Blandge :
8350rocks :
That depends on the % ratio of CPUs to GPGPUs...it also depends on the workload, some workloads will use more of the CPUs and some will use more of the GPGPUs. The power draw from the 2 sources can very depending on the benchmark (often dramatically).
GPGPUs may be able to perform more FLOPS than CPUs because of their parallel nature, but they still draw more power. When you're talking about 17.59 petaflops...things are on a different level.
They do not draw more peak power per FLOP when processing the massively parallel workloads that they are designed for, otherwise nobody would use them. What is the point of putting 20000 K20x in Titan if they are not as efficient as CPUs? Why not just add 40000 Opterons and increase efficiency.
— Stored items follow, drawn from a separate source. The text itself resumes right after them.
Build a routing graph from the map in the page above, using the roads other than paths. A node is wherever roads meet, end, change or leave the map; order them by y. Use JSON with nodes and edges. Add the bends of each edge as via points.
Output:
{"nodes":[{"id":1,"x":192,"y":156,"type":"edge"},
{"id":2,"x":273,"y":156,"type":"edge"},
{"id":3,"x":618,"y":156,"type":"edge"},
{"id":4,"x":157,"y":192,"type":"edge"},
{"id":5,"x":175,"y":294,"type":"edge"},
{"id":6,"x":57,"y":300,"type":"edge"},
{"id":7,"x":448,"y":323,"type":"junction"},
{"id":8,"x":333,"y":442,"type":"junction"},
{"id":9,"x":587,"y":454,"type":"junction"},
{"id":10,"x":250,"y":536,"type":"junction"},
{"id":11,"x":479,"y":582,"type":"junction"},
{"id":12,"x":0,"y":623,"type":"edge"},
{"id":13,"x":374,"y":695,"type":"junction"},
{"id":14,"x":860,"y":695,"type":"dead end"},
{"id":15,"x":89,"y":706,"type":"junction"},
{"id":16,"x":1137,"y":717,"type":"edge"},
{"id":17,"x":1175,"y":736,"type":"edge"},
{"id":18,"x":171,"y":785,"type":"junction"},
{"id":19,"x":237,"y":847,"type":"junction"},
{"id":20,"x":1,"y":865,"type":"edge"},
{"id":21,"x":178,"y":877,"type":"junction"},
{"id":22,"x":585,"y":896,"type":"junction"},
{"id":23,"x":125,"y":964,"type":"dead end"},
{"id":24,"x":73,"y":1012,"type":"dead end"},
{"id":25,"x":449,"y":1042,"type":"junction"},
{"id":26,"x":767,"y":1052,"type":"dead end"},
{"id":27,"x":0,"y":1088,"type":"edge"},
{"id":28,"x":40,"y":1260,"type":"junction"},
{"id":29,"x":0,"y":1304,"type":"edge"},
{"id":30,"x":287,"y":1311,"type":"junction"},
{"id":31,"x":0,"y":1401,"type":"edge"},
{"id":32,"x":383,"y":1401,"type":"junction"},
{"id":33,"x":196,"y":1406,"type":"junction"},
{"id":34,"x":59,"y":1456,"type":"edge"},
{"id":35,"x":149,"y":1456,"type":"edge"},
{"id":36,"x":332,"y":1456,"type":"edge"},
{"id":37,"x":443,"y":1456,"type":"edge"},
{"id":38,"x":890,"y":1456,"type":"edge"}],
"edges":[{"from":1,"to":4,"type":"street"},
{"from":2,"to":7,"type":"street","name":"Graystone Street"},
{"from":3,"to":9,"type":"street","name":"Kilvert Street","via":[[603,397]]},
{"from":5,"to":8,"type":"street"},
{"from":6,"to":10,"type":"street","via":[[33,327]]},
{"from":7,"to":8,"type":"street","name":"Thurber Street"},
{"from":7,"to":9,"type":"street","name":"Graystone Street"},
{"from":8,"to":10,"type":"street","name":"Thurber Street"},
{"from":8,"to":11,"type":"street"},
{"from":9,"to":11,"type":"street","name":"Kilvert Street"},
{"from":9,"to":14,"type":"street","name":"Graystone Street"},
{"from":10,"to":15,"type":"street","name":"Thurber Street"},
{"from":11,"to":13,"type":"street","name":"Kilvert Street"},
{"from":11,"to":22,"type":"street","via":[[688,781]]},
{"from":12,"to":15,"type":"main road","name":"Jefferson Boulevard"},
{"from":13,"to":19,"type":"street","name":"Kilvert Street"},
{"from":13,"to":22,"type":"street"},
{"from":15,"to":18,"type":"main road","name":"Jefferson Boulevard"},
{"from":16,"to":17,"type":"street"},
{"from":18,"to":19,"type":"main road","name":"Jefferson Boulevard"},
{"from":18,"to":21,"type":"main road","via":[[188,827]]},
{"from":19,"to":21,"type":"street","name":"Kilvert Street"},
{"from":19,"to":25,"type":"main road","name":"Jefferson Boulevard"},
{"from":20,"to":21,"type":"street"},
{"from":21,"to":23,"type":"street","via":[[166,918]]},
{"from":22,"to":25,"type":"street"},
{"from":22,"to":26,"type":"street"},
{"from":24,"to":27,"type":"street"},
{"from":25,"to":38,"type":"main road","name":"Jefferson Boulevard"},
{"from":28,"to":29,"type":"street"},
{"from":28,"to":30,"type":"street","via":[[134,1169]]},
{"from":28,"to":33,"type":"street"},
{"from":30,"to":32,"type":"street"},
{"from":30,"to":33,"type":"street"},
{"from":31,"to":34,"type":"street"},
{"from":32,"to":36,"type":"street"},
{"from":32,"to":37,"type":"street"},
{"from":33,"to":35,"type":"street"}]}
The benchmark used in the LINPACK Benchmark is to solve a dense system of linear equations. For the TOP500, we used that version of the benchmark that allows the user to scale the size of the problem and to optimize the software in order to achieve the best performance for a given machine. This performance does not reflect theoverall performance of a given system, as no single number ever can. It does, however, reflect the performance of a dedicated system for solving a dense system of linear equations. Since the problem is very regular, the performance achieved is quite high, and the performance numbers give a good correction of peak performance.
Source
GPUs are good at solving linear equations.
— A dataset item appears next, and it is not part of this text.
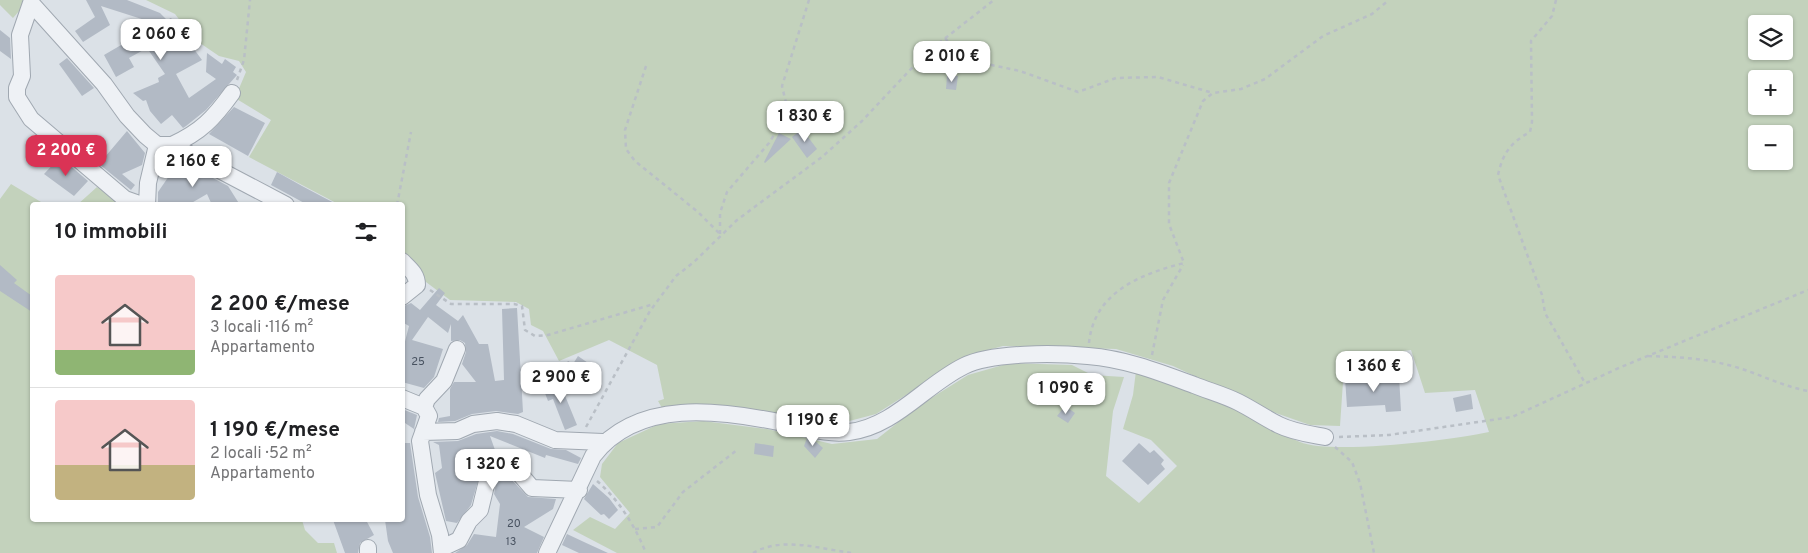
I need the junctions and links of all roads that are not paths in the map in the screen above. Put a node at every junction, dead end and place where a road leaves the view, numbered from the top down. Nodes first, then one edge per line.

http://www.advancedhpc.com/gpu_computing/tesla_gpu_s2050_s2070.html
4 GPGPUs used in that HPC consume 900W power...while 4 opterons consume an average of 600W.
Why do you think the most efficient HPC on the "green list" doesn't have them...?
The answer is
DENSITY...you can do far more double precision FLOPS with GPGPUs bundled together in a tighter space. It would be more efficient to run the same number of Opterons in terms of power consumption in a raw form. However, depending on the performance you're looking for, GPGPUs become a clear advantage to get to massive numbers, at the cost of power consumption.
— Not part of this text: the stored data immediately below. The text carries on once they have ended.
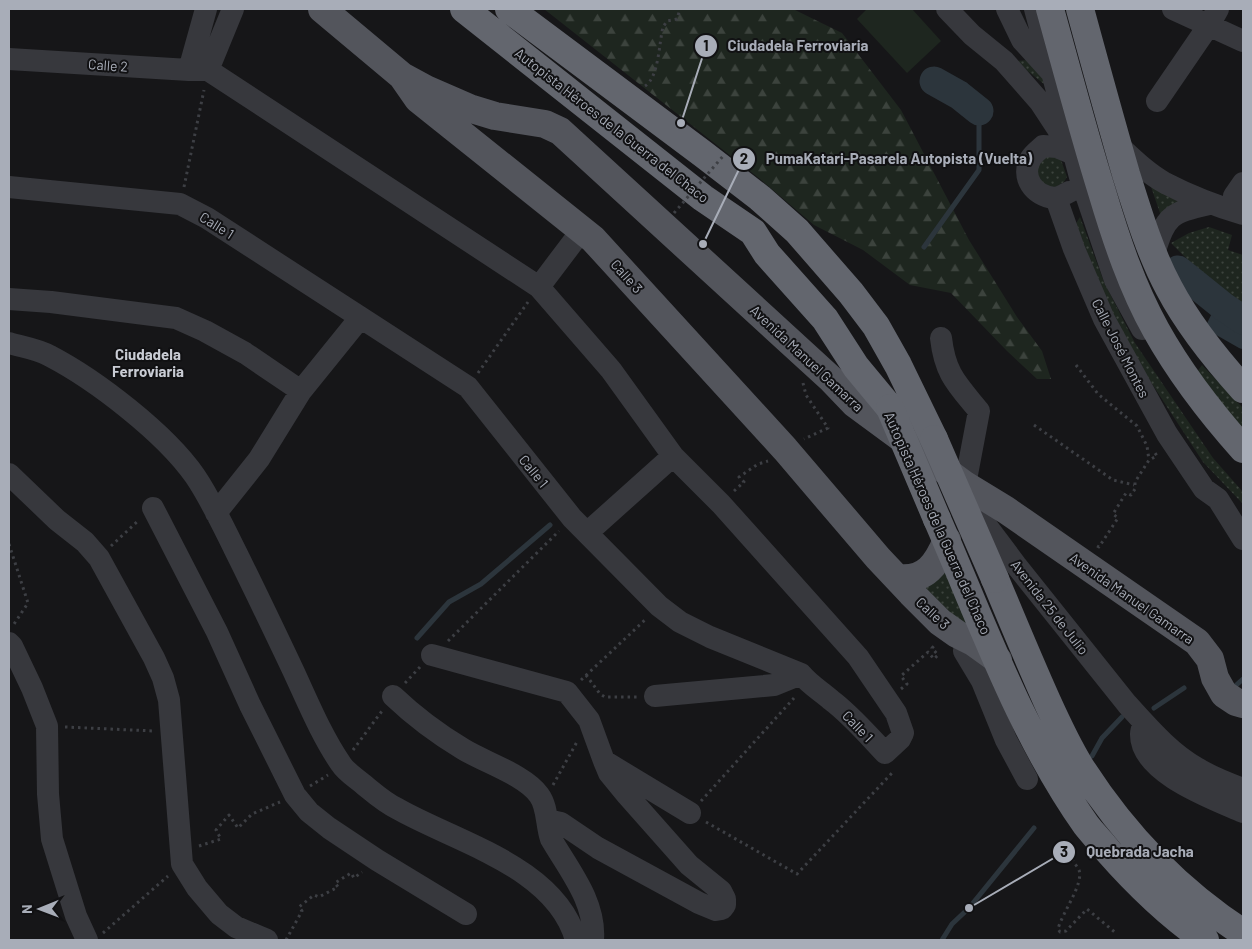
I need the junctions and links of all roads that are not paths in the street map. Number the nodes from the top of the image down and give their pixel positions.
1 (206, 9) edge
2 (233, 9) edge
3 (322, 9) edge
4 (464, 9) edge
5 (509, 9) edge
6 (947, 9) edge
7 (1007, 9) edge
8 (1035, 9) edge
9 (1050, 9) edge
10 (1080, 9) edge
11 (1173, 9) edge
12 (1214, 17) edge
13 (1022, 40) junction
14 (1243, 41) edge
15 (9, 58) edge
16 (1004, 61) junction
17 (198, 70) junction
18 (1054, 75) junction
19 (402, 76) junction
20 (1157, 101) dead end
21 (1040, 102) junction
22 (1117, 144) junction
23 (1043, 146) junction
24 (1074, 154) junction
25 (1080, 177) junction
26 (9, 187) edge
27 (1056, 198) junction
28 (1240, 198) edge
29 (1209, 204) junction
30 (582, 230) junction
31 (1154, 254) junction
32 (539, 287) junction
33 (9, 299) edge
34 (360, 318) junction
35 (941, 338) dead end
36 (9, 343) edge
37 (1243, 389) edge
38 (301, 391) junction
39 (1202, 400) junction
40 (1243, 449) edge
41 (673, 456) junction
42 (9, 474) edge
43 (965, 485) junction
44 (1204, 489) junction
45 (152, 508) road end
46 (216, 513) junction
47 (580, 526) junction
48 (942, 530) junction
49 (1243, 539) edge
50 (1243, 558) edge
51 (898, 578) junction
52 (961, 636) junction
53 (9, 643) edge
54 (432, 654) road end
55 (998, 660) junction
56 (804, 678) junction
57 (393, 696) road end
58 (655, 696) road end
59 (1243, 704) edge
60 (1144, 722) junction
61 (604, 761) junction
62 (1027, 779) dead end
63 (1243, 789) edge
64 (1243, 812) edge
65 (690, 813) road end
66 (547, 820) junction
67 (466, 914) dead end
68 (1243, 933) edge
69 (87, 940) edge
70 (267, 940) edge
71 (576, 940) edge
72 (593, 940) edge
73 (1205, 940) edge

1 - 17 street
2 - 17 street
3 - 19 main road, Calle 3
4 - 48 highway, Autopista Héroes de la Guerra del Chaco, bridge
5 - 68 highway, Autopista Héroes de la Guerra del Chaco, bridge
6 - 16 street
7 - 13 street
8 - 13 street
8 - 18 street
9 - 39 highway
10 - 22 highway
11 - 12 street
12 - 14 street
12 - 20 street
13 - 16 street
13 - 18 street
15 - 17 street, Calle 2
16 - 21 street
17 - 32 street, Calle 1
18 - 24 street
19 - 30 main road, Calle 3
19 - 43 main road, Avenida Manuel Gamarra
21 - 23 street
21 - 24 street
22 - 29 street
22 - 31 highway
23 - 24 street
23 - 27 street
24 - 25 street
25 - 27 street
25 - 39 street
26 - 34 street, Calle 1
27 - 44 street, Calle José Montes
28 - 29 street
29 - 31 street
30 - 32 street
30 - 51 main road, Calle 3
31 - 37 highway
32 - 41 street, Calle 1
33 - 38 street
34 - 38 street
34 - 47 street, Calle 1
35 - 43 street
36 - 46 street
38 - 46 street
39 - 40 highway
41 - 47 street
41 - 56 street, Calle 1
42 - 70 street
43 - 59 main road, Avenida Manuel Gamarra
43 - 60 street, Avenida 25 de Julio
44 - 49 street, Calle José Montes
44 - 50 street, Calle José Montes
45 - 67 street
46 - 71 street
47 - 56 street, Calle 1
48 - 51 main road, Calle 3
48 - 55 highway, Autopista Héroes de la Guerra del Chaco
51 - 52 main road, Calle 3
52 - 55 main road, Calle 3
52 - 62 street
53 - 69 street
54 - 61 street
55 - 73 highway, Autopista Héroes de la Guerra del Chaco
56 - 58 street
57 - 66 street
60 - 63 street, Avenida 25 de Julio
60 - 64 street
61 - 65 street
61 - 66 street
66 - 72 street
If you want to get into FLOPS/watt...that's a different animal, and GPGPUs will do more FLOPS/watt...but...your power consumption increases linearly as you increase performance.
As I said,
it depends on the workload, if GPGPUs were so clearly more efficient, then why have a system with CPUs at all? Why not use some low level coded OS in a DOS type format coded specifically for GPGPUs?
Because GPGPUs are less efficient at some workloads than CPUs. Different benchmarks will stress different components differently.
EDIT: Xeon Phi is not a GPGPU, either...that would be like saying Kaveri is a GPGPU, it's not.